- [DIRECTIONS] After finding the line with "ring pip: (224, 161)" in the entries below, retype exactly each line from there through the line with "pinky tip: (383, 250)", including that final line.

---- DATA

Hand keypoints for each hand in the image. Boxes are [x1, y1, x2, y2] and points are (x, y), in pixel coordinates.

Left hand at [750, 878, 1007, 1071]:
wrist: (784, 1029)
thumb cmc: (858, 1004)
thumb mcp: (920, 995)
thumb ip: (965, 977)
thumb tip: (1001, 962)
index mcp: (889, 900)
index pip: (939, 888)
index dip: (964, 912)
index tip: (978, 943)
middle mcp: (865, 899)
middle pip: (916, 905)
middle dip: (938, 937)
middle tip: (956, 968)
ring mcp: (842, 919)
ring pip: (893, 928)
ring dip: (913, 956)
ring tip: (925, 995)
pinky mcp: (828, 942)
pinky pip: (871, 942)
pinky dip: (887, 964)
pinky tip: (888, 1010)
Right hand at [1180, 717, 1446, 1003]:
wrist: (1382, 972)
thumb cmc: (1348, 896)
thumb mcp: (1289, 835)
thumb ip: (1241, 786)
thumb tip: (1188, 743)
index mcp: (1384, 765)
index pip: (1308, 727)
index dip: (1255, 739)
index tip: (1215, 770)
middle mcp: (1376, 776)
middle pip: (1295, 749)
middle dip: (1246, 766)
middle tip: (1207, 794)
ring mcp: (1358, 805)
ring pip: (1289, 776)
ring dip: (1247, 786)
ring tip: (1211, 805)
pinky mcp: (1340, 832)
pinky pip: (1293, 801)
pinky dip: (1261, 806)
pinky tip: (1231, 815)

--------
---- DATA

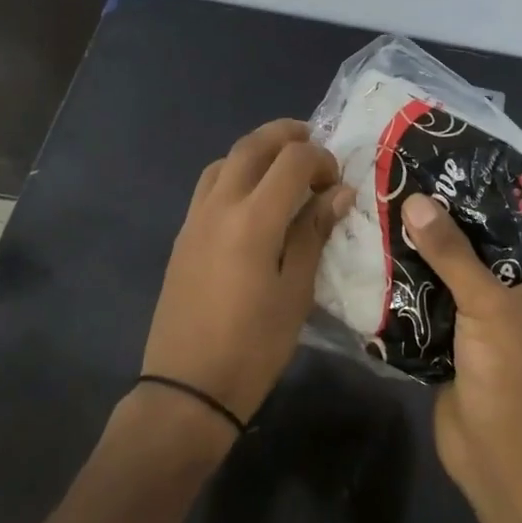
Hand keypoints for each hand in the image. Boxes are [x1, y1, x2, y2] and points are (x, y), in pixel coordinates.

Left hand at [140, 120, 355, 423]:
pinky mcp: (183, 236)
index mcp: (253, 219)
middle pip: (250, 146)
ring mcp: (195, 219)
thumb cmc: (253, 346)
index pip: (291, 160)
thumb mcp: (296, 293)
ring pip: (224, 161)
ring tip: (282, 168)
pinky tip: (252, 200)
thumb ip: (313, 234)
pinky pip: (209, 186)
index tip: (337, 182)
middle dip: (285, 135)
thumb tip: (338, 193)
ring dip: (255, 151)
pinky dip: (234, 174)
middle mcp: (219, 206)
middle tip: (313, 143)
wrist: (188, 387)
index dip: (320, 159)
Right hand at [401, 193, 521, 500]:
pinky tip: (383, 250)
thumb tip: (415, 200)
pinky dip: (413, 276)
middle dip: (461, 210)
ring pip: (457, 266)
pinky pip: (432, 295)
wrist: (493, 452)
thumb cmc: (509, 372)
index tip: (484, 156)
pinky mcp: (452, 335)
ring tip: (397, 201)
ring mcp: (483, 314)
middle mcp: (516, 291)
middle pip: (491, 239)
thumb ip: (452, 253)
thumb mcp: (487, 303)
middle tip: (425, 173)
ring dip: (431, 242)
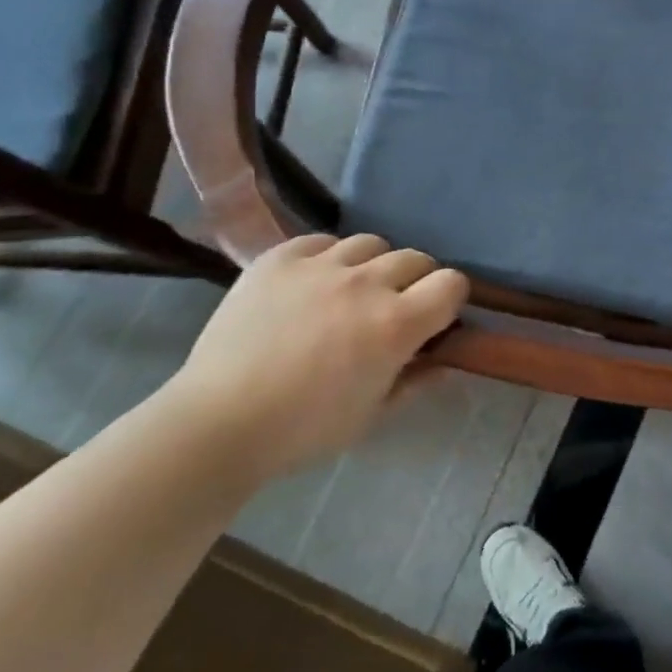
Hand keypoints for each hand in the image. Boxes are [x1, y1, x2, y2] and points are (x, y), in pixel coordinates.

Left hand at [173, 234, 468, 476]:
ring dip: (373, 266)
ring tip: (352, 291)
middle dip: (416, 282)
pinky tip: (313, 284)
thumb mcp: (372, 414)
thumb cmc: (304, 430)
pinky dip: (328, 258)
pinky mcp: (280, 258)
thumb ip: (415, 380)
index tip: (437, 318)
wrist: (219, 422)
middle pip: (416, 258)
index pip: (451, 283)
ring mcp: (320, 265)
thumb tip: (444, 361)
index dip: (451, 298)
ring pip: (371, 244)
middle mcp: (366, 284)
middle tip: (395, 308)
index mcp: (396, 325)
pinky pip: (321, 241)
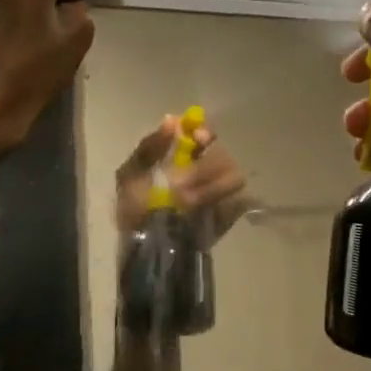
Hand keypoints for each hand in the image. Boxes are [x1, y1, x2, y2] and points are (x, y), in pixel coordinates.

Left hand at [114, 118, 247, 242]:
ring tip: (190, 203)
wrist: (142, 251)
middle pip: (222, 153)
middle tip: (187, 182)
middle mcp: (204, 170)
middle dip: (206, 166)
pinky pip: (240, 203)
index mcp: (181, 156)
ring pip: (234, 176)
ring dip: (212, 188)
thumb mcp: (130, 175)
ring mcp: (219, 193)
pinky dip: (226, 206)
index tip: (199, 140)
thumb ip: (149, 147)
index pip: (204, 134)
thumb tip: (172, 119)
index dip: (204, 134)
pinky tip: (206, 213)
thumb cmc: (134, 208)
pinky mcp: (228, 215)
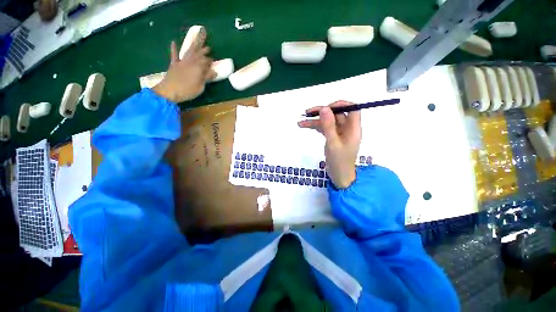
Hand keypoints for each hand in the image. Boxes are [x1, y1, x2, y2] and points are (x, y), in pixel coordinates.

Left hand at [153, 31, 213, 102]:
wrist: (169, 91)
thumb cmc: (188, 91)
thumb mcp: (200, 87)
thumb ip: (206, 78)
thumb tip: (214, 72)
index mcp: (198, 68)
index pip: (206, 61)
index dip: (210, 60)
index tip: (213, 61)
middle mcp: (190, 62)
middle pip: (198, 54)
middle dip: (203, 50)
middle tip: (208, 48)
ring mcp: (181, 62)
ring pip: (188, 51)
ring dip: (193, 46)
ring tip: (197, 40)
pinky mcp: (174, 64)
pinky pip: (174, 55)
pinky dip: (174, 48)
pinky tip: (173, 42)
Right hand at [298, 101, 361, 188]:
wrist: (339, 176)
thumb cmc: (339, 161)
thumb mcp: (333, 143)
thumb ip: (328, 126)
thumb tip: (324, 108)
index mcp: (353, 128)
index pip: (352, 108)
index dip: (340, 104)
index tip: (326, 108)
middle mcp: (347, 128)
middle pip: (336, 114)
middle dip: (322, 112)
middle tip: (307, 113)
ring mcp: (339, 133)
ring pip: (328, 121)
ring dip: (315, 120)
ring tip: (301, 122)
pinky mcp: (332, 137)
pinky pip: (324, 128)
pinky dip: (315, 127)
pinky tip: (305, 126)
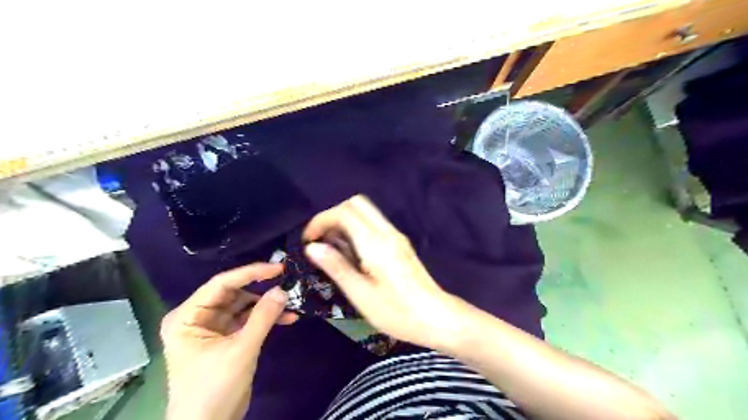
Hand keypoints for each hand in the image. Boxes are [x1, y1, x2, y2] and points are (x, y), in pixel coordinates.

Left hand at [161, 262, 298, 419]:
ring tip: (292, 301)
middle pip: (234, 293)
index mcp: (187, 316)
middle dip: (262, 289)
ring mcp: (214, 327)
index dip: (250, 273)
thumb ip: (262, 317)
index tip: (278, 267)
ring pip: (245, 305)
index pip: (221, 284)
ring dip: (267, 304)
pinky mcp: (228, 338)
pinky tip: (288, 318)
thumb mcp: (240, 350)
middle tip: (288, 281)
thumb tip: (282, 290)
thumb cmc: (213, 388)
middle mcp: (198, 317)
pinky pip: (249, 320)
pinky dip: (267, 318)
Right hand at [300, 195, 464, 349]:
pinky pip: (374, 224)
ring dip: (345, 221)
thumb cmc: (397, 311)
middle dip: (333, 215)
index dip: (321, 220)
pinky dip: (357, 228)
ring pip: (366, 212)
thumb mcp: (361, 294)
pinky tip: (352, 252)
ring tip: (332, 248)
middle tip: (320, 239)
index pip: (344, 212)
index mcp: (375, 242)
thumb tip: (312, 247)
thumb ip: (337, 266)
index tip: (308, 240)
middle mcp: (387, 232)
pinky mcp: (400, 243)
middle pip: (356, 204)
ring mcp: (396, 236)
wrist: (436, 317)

--------

- [FINISHED TASK]
ring pip: (224, 161)
ring tip: (282, 168)
pinky tip: (252, 200)
thumb ip: (313, 234)
pinky pip: (209, 186)
index tip: (337, 182)
middle dip: (285, 135)
thumb tip: (338, 193)
ring dip: (255, 151)
pinky dip: (234, 174)
middle mcp: (219, 206)
middle tip: (313, 143)
wrist: (188, 387)
index dip: (320, 159)
Right hand at [401, 193, 521, 500]:
pinky tip: (383, 250)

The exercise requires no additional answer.